Todavia,no sonho, eu desobedeci parcialmente, a "fera", e acabei conhecendo o sótão,bem como sua biblioteca.

O paralelo que isso teve com minha atitude real,foi eu ter escrafunchado esses signos e meu inconsciente,até chegar no "homem da mala", ou como queiram...(hahahah...)

Quando eu comecei a escrever aquele meu conto para o gd do Terra no ano passado, eu sonhei novamente com o homem monstro. Ele estava bem acordado e não gostou muito do que eu fiz.
Eu tranquei a porta depressa, e deixei ele lá dentro.

Acredito que o sr.Monstro tratou de arrumar uma série de problemas para me impedir de concluir aquela monografia.
Eu não consegui completá-la, porque acabei muito cansada,e suponho que ele justamente, procurou me provocar esse cansaço.

Agora, ele novamente vive em paz,servindo a mim como motivação para minhas investigações sobre a "natureza da alma" por toda a vida.


Em tempo:

eu fui uma jovem muito ajuizada,e nunca tive atitudes autodestrutivas.

Acho que todo mundo precisa de um "guardião de sótão" severo assim, e bem semelhante ao demônio que assombrava o filósofo Sócrates, toda vez que ele estava para errar em algum coisa importante.

Um comentário:

  1. Eu também vejo esse personagem como um possivel símbolo da descoberta da minha sexualidade- bem como o vejo como um tipo de remorso que posso ter sentido pela busca do conhecimento- do modo como eu vinha me orientando naqueles anos- pois eu sabia que isso me levaria a uma possível ruptura com os valores tradiconais que me haviam sido ensinados, ainda que mesmo essa ruptura não tenha me impedido de continuar uma figura conservadora em seus ideais e em seus procedimentos.

    Ao longo de 1.980, eu fui ficando mais "fechada" em mim mesma e mais brava.Deixei de ser a sonsinha de antes, embora eu continuasse simpática.

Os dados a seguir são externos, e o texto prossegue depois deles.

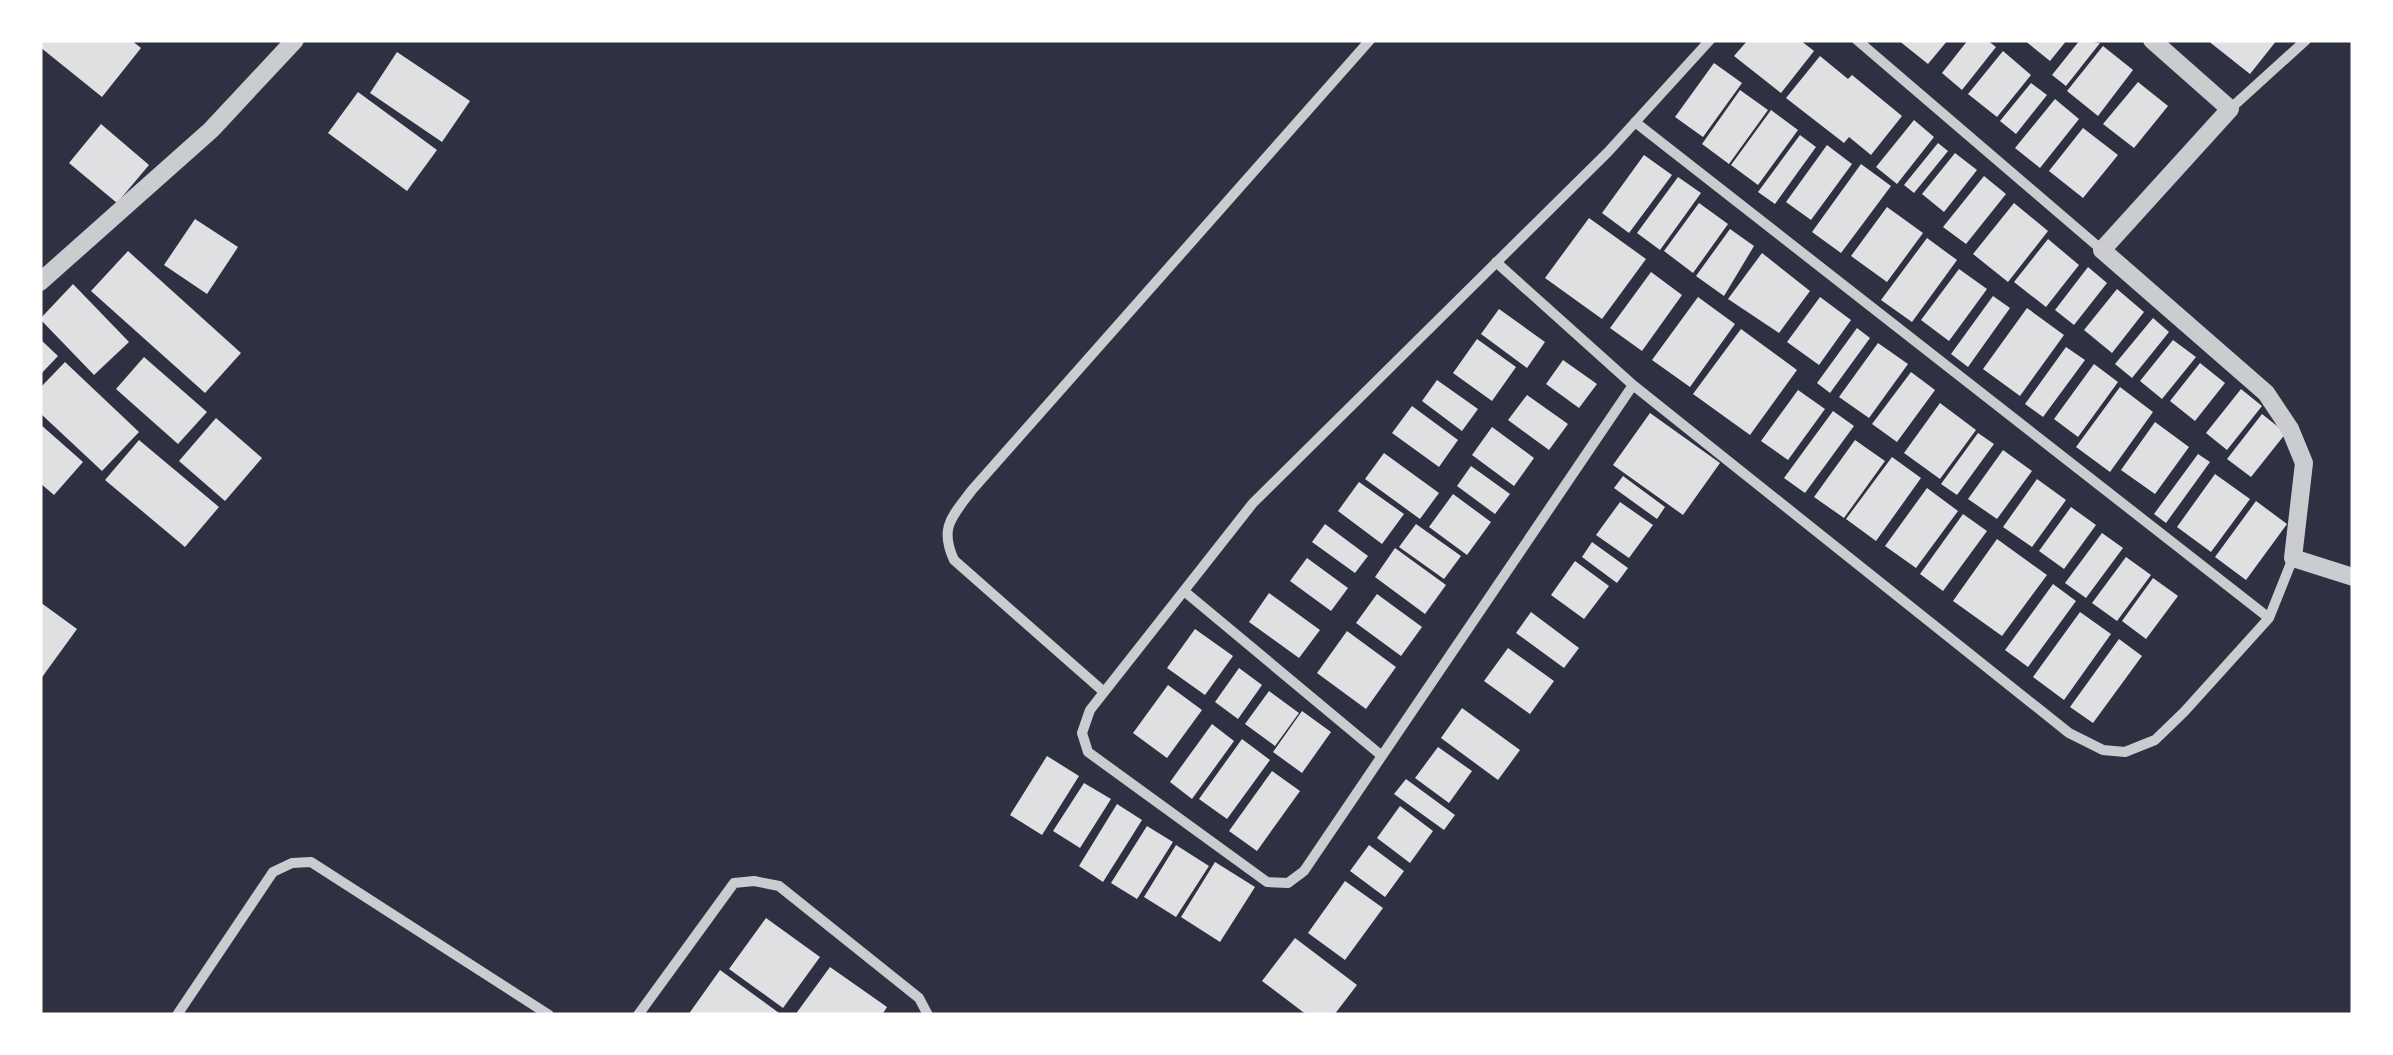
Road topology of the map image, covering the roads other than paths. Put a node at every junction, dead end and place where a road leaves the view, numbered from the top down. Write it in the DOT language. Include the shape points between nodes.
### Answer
graph roads {
  1 [pos="295,40"];
  2 [pos="1370,40"];
  3 [pos="1710,40"];
  4 [pos="1857,40"];
  5 [pos="2152,40"];
  6 [pos="2306,40"];
  7 [pos="2230,109"];
  8 [pos="1635,122"];
  9 [pos="2102,250"];
  10 [pos="1496,262"];
  11 [pos="41,279"];
  12 [pos="1633,385"];
  13 [pos="2294,558"];
  14 [pos="2353,577"];
  15 [pos="1184,590"];
  16 [pos="2269,618"];
  17 [pos="1104,692"];
  18 [pos="1382,756"];
  19 [pos="177,1015"];
  20 [pos="549,1015"];
  21 [pos="638,1015"];
  22 [pos="928,1015"];
  1 -- 11 [label="street" via="211,130"];
  2 -- 17 [label="street" via="984,475 945,532 954,560"];
  3 -- 8 [label="street"];
  4 -- 9 [label="street"];
  5 -- 7 [label="street"];
  6 -- 7 [label="street"];
  7 -- 9 [label="street"];
  8 -- 10 [label="street"];
  8 -- 16 [label="street"];
  9 -- 13 [label="street" via="2266,392 2290,429 2304,463"];
  10 -- 12 [label="street"];
  10 -- 15 [label="street" via="1253,503"];
  12 -- 16 [label="street" via="2069,733 2103,750 2125,752 2154,740"];
  12 -- 18 [label="street"];
  13 -- 14 [label="street"];
  13 -- 16 [label="street"];
  15 -- 17 [label="street"];
  15 -- 18 [label="street"];
  17 -- 18 [label="street" via="1082,733 1088,752 1266,882 1288,884 1304,871"];
  19 -- 20 [label="street" via="273,872 310,862"];
  21 -- 22 [label="street" via="734,883 754,881 779,886 919,998"];
}
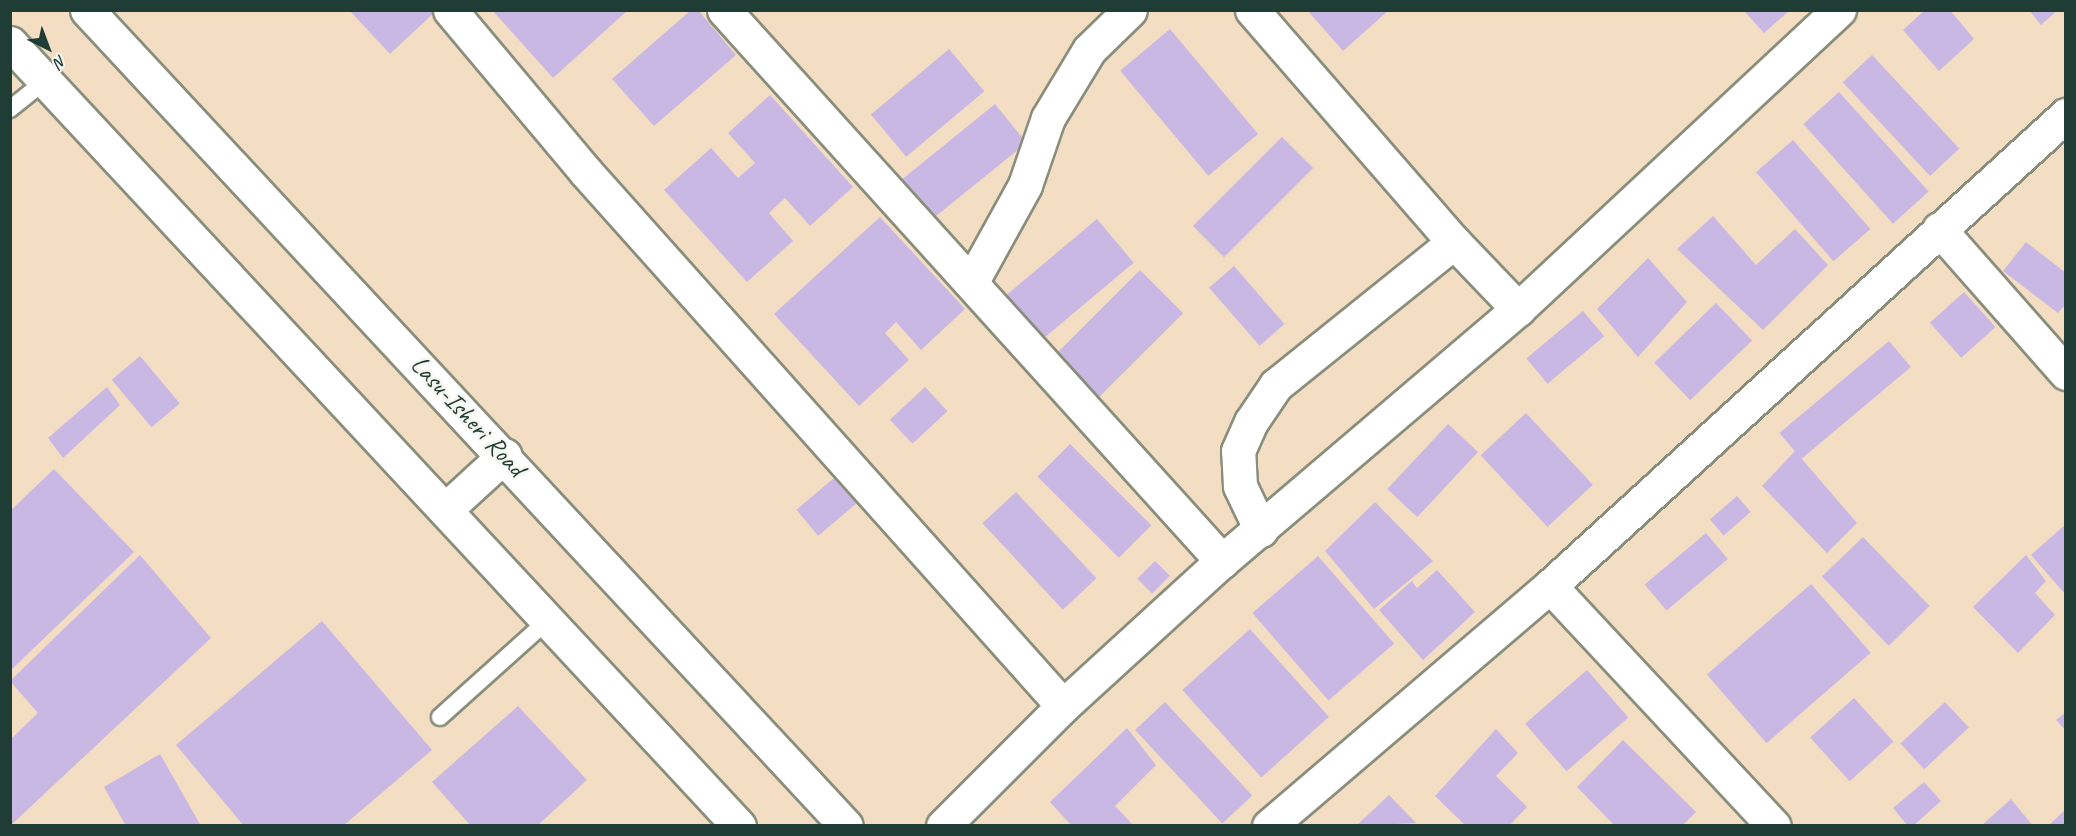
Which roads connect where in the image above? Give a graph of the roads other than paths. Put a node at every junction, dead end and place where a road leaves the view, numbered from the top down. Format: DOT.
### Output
graph roads {
  1 [pos="87,10"];
  2 [pos="450,10"];
  3 [pos="724,10"];
  4 [pos="1131,10"];
  5 [pos="1252,10"];
  6 [pos="1839,10"];
  7 [pos="10,43"];
  8 [pos="45,81"];
  9 [pos="10,109"];
  10 [pos="2066,115"];
  11 [pos="1939,229"];
  12 [pos="1454,242"];
  13 [pos="971,283"];
  14 [pos="1518,309"];
  15 [pos="2066,373"];
  16 [pos="505,455"];
  17 [pos="445,510"];
  18 [pos="1262,530"];
  19 [pos="1222,561"];
  20 [pos="1550,586"];
  21 [pos="548,620"];
  22 [pos="1063,706"];
  23 [pos="440,717"];
  24 [pos="739,825"];
  25 [pos="846,825"];
  26 [pos="943,825"];
  27 [pos="1269,825"];
  28 [pos="1774,825"];
  1 -- 16 [label="street, Lasu-Isheri Road"];
  2 -- 22 [label="street"];
  3 -- 13 [label="street"];
  4 -- 13 [label="street"];
  5 -- 12 [label="street"];
  6 -- 14 [label="street"];
  7 -- 8 [label="street"];
  8 -- 9 [label="lane"];
  8 -- 17 [label="street"];
  10 -- 11 [label="street"];
  11 -- 15 [label="street"];
  11 -- 20 [label="street"];
  12 -- 14 [label="street"];
  12 -- 18 [label="street"];
  13 -- 19 [label="street"];
  14 -- 18 [label="street"];
  16 -- 17 [label="street"];
  16 -- 25 [label="street, Lasu-Isheri Road"];
  17 -- 21 [label="street"];
  18 -- 19 [label="street"];
  19 -- 22 [label="street"];
  20 -- 27 [label="street"];
  20 -- 28 [label="street"];
  21 -- 23 [label="lane"];
  21 -- 24 [label="street"];
  22 -- 26 [label="street"];
}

    Poucos dias depois daquele devaneio,me apaixonei numa noite de lua cheia,por alguém a quem eu tinha visto duas ou três vezes, quando eu era menor(ou mais criança).
    Entendendo finalmente porque eu não conseguia gostar de ninguém(aquele menino fazia parte do meu imaginário)- consegui o "objeto amoroso desejado" por um tempo.

    Na verdade, eu tenho para mim esse ano como o mais feliz da minha vida.

    As coisas seguiram seu rumo.

    Hoje em dia, eu escrevo num gd,onde tem um escritor que costuma escrever seus devaneios de porão, e contar sobre como um amor o levou a ser tudo o que ele é hoje em dia.

    Eu devo tudo o que sou, ao meu encontro com a "loucura", e idem, ao meu primeiro amor.

    Em cima disso tudo, formei os valores de uma vida.

    E em nossos espaços, o abismo de cima costuma sorrir para o abismo de baixo.
    Sótãos e porões dialogam entre si.
    (o sótão é como eu imagino o subconsciente do cérebro, e porão é como o sr.Ícone imagina "o foro íntimo) Mas literalmente, habitamos mesmo um sótão(eu) e um porão(ele)

    Por ora é tudo, tavez eu voltarei daqui a pouco.